5) May 16, 2021, vs. Red Sox (off Matt Barnes)
Ohtani's most clutch home run to date. He doesn't have a walk-off home run in the big leagues … yet … but this one was just as big. The Angels were down to their last out at Fenway Park, trailing 5-4 in the top of the ninth, when Ohtani turned on a 97 mph fastball from closer Matt Barnes and hooked it just fair inside Pesky's Pole down the right-field line for a go-ahead two-run homer. The Angels completed the comeback win, 6-5.
6) Sept. 5, 2018, vs. Rangers (off Austin Bibens-Dirkx)
This home run is a perfect representation of just how unique of a player Ohtani is. It happened the very same day the Angels announced that Ohtani needed Tommy John surgery and shut him down as a pitcher for the remainder of his rookie year. For anyone else, it would have been the end of the season, period. But Ohtani is one of a kind. For him, it just meant he could play the game as the DH a few hours later and crush not one, but two home runs. This one, the first one, was a 107.3 mph, 45-degree moonshot -- the highest home run Ohtani has hit in his big league career. He had four hits in the game, including the two homers.
7) Aug. 18, 2021, vs. Tigers (Jose Cisnero)
Ohtani getting to the 40-home run milestone was an incredible achievement when you combine it with all the other round numbers he hit in 2021: 40 homers, 25 steals, 100 RBIs, 150 pitching strikeouts. There's never been a season like it in baseball history. Home run No. 40 was a 110.1 mph, 430-foot shot to deep right field at Comerica Park.
8) June 8, 2021, vs. Royals (off Kris Bubic)
470 feet. Four hundred seventy. We have to get Ohtani's biggest blast on the list. The best part of this home run has to be Michael A. Taylor, the center fielder, just standing still and staring up at the ball while it lands in the back of the bleachers. Of nearly 45,000 home runs hit in MLB since 2015, only 142 have gone 470 feet or farther. That's 0.3%. You need top-of-the-scale power to hit a home run that far in a game. This is Ohtani's longest career homer … so far.
9) April 6, 2018, vs. A's (off Daniel Gossett)
Ohtani's first big home run. He'd only been in the Major Leagues for a week. He hit his first career homer three days before, and he homered off reigning Cy Young Award winner Corey Kluber two days before. Those were the first signs Ohtani was for real … and after this homer, there was no doubt: 112.4 mph off the bat, 449 feet to the rocks in dead center at Angel Stadium. A beautiful home run that showcased that Ohtani had elite MLB power for the first time.
10) May 9, 2022, vs. Rays (off Calvin Faucher)
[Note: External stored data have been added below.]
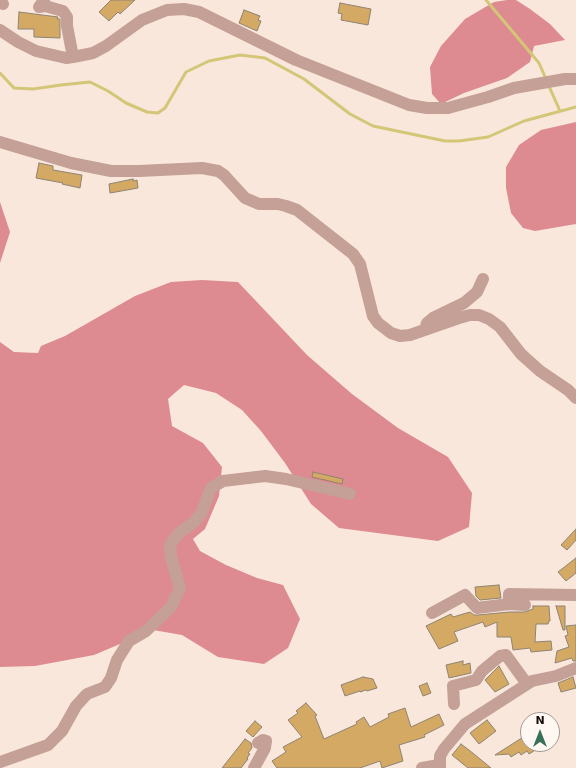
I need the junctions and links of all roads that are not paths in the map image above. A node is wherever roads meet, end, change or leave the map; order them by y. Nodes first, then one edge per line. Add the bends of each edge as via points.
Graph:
1 (44, 0) edge
2 (0, 30) edge
3 (74, 57) junction
4 (576, 79) edge
5 (0, 142) edge
6 (483, 278) dead end
7 (424, 331) junction
8 (576, 398) edge
9 (350, 494) dead end
10 (576, 595) edge
11 (509, 604) junction
12 (525, 605) dead end
13 (432, 613) dead end
14 (576, 668) edge
15 (527, 684) junction
16 (454, 704) dead end
17 (258, 743) dead end
18 (0, 762) edge
19 (440, 766) edge
20 (254, 768) edge
21 (422, 768) edge

1 - 3 street via 39,7 45,6 63,12 67,17
2 - 3 street via 36,51 52,56
3 - 4 street via 93,53 106,46 142,20 168,10 184,9 199,12 296,60 409,105 448,108 488,98 514,88
5 - 7 street via 71,163 111,171 202,168 218,171 245,198 259,204 278,204 297,210 353,254 360,264 373,316 383,327 400,336
6 - 7 street via 477,292 464,303 433,318 427,323
7 - 8 street via 470,315 489,319 500,327 521,354
9 - 18 street via 265,476 223,481 211,488 201,514 178,533 170,545 180,588 171,607 146,631 129,641 104,687 87,694 76,706 62,730 48,745
10 - 11 street via 509,594
11 - 12 street
11 - 13 street via 477,608 465,595
14 - 15 street
15 - 16 street via 506,655 500,656 482,671 476,680 453,686
15 - 19 street via 465,724 444,749 440,756
17 - 20 street via 266,741
19 - 21 street

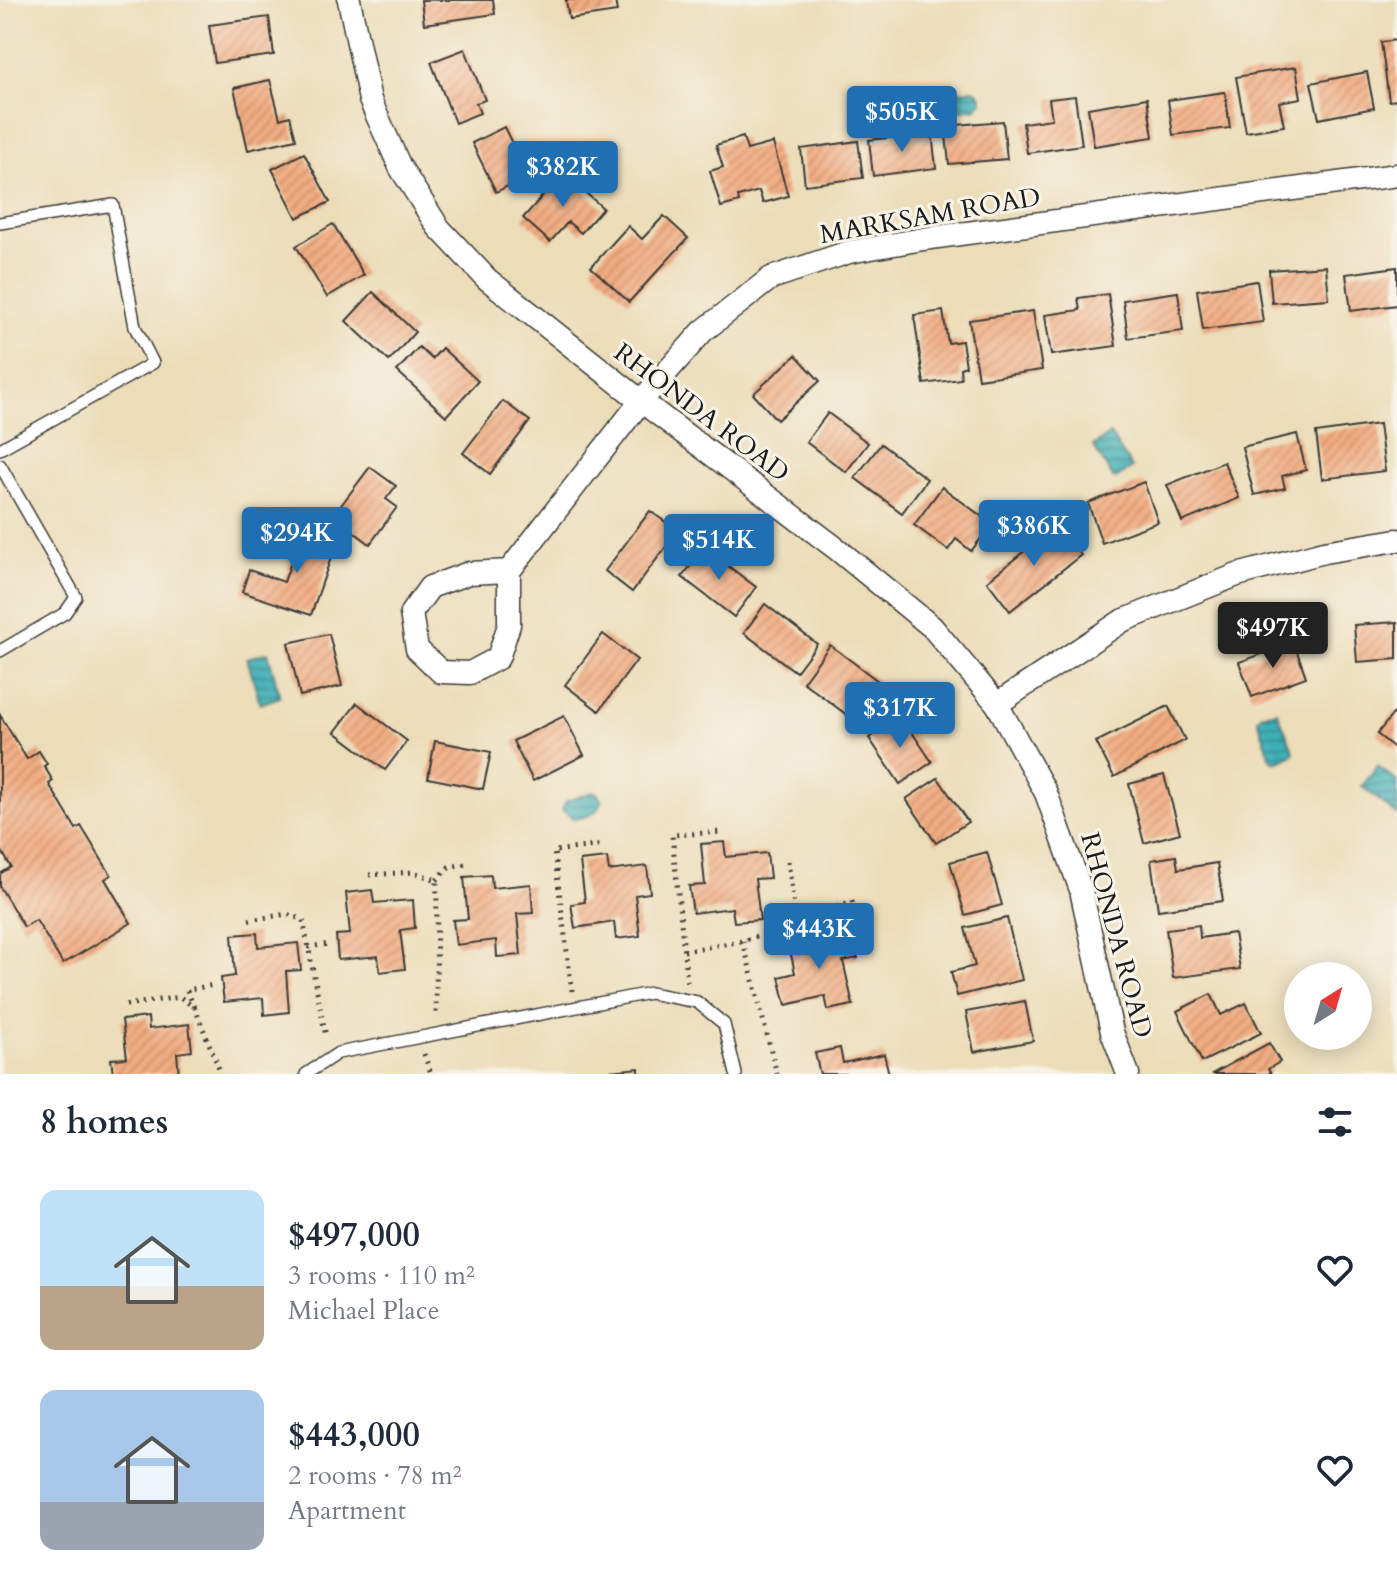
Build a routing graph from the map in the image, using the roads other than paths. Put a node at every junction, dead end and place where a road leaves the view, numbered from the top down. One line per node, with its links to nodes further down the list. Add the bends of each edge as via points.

As great as he was in his MVP season in 2021, as great as he was in his Rookie of the Year season in 2018, as great as he was in Japan, Ohtani had never done one thing in his professional baseball career: hit a grand slam. He finally checked that box in 2022 with an opposite-field slam against the Rays at the Big A. It was his first grand slam in either MLB or Nippon Professional Baseball, as he never hit one in his five seasons with the Hokkaido Nippon-Ham Fighters.
Honorable mention: March 14, 2022 vs. A's (off Adam Oller)
The first major career home run milestone is No. 100, and Ohtani reached it in an Angels rout of the A's at the Oakland Coliseum. He became the third Japanese player to hit 100 home runs in the Major Leagues, after Matsui (175) and Ichiro (117), and just the second player in Major League history with 100 home runs as a hitter and 250 strikeouts as a pitcher, along with Babe Ruth. "One hundred is a big number and I'm proud of it," Ohtani said after the game, but added: "I'm planning on hitting more."